:: EXERCISE DIRECTIONS ::
Where in the data below does the word "true" appear? Copy every line that has it.

Records drawn from a dataset:

───

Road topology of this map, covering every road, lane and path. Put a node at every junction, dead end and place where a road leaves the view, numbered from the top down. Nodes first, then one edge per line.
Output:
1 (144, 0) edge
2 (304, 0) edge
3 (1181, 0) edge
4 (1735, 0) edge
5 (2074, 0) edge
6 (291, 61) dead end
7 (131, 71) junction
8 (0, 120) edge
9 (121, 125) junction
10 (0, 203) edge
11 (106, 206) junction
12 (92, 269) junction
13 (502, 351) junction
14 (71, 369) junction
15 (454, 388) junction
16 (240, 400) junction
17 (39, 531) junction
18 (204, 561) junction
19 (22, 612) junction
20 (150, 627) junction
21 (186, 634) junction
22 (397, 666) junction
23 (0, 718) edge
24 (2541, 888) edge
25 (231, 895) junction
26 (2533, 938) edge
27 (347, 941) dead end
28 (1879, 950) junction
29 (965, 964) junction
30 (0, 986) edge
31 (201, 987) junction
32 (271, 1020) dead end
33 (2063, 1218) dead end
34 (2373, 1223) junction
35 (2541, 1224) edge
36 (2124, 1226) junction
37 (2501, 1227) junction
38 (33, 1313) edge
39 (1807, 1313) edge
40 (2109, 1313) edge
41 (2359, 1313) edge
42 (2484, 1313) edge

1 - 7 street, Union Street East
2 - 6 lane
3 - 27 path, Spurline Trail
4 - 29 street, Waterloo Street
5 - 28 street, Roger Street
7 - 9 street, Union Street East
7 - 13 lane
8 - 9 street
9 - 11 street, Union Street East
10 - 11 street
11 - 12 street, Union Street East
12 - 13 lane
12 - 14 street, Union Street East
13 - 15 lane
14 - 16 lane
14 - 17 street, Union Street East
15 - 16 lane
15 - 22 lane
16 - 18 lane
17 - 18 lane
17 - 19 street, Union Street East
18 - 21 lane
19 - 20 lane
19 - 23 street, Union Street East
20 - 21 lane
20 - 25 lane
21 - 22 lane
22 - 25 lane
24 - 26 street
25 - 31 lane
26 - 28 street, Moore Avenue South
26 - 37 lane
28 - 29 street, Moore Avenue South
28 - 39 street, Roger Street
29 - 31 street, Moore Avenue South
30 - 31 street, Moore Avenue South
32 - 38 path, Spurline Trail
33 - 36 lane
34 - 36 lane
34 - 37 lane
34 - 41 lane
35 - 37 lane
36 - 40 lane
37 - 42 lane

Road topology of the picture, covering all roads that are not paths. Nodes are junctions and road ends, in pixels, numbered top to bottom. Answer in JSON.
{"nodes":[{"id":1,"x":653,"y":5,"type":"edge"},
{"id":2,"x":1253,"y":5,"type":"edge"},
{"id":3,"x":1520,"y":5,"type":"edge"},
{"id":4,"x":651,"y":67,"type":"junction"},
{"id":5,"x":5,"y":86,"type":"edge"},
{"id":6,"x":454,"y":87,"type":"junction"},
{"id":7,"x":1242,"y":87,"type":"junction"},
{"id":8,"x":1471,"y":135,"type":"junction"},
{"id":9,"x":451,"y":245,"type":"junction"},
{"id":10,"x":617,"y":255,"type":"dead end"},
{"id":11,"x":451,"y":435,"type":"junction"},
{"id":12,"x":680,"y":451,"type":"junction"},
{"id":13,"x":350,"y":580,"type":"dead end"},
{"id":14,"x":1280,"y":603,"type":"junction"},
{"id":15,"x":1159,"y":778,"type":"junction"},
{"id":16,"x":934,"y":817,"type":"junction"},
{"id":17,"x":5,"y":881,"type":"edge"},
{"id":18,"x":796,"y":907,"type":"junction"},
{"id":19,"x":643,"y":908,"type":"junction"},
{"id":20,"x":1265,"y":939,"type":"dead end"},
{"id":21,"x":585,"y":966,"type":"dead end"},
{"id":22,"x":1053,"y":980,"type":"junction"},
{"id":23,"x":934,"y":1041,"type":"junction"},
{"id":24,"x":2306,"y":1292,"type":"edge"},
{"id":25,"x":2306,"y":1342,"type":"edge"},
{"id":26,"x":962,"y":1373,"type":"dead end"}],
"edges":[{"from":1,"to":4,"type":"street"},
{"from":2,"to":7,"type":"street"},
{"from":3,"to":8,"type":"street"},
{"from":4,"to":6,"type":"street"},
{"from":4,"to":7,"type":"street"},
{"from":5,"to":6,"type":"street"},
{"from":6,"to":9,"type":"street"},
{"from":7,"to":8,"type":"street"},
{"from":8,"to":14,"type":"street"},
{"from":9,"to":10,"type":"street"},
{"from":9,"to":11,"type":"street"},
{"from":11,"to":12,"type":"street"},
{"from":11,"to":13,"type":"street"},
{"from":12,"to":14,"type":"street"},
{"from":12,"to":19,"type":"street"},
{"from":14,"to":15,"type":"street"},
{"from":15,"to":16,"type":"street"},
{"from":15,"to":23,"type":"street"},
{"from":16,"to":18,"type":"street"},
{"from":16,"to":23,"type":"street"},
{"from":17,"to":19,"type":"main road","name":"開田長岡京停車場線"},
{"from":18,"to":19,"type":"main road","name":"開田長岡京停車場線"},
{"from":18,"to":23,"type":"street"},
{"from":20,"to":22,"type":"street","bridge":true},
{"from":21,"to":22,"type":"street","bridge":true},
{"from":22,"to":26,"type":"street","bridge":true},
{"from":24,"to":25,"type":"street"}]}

───

:: EXERCISE RESULT ::
{"from":20,"to":22,"type":"street","bridge":true},
{"from":21,"to":22,"type":"street","bridge":true},
{"from":22,"to":26,"type":"street","bridge":true},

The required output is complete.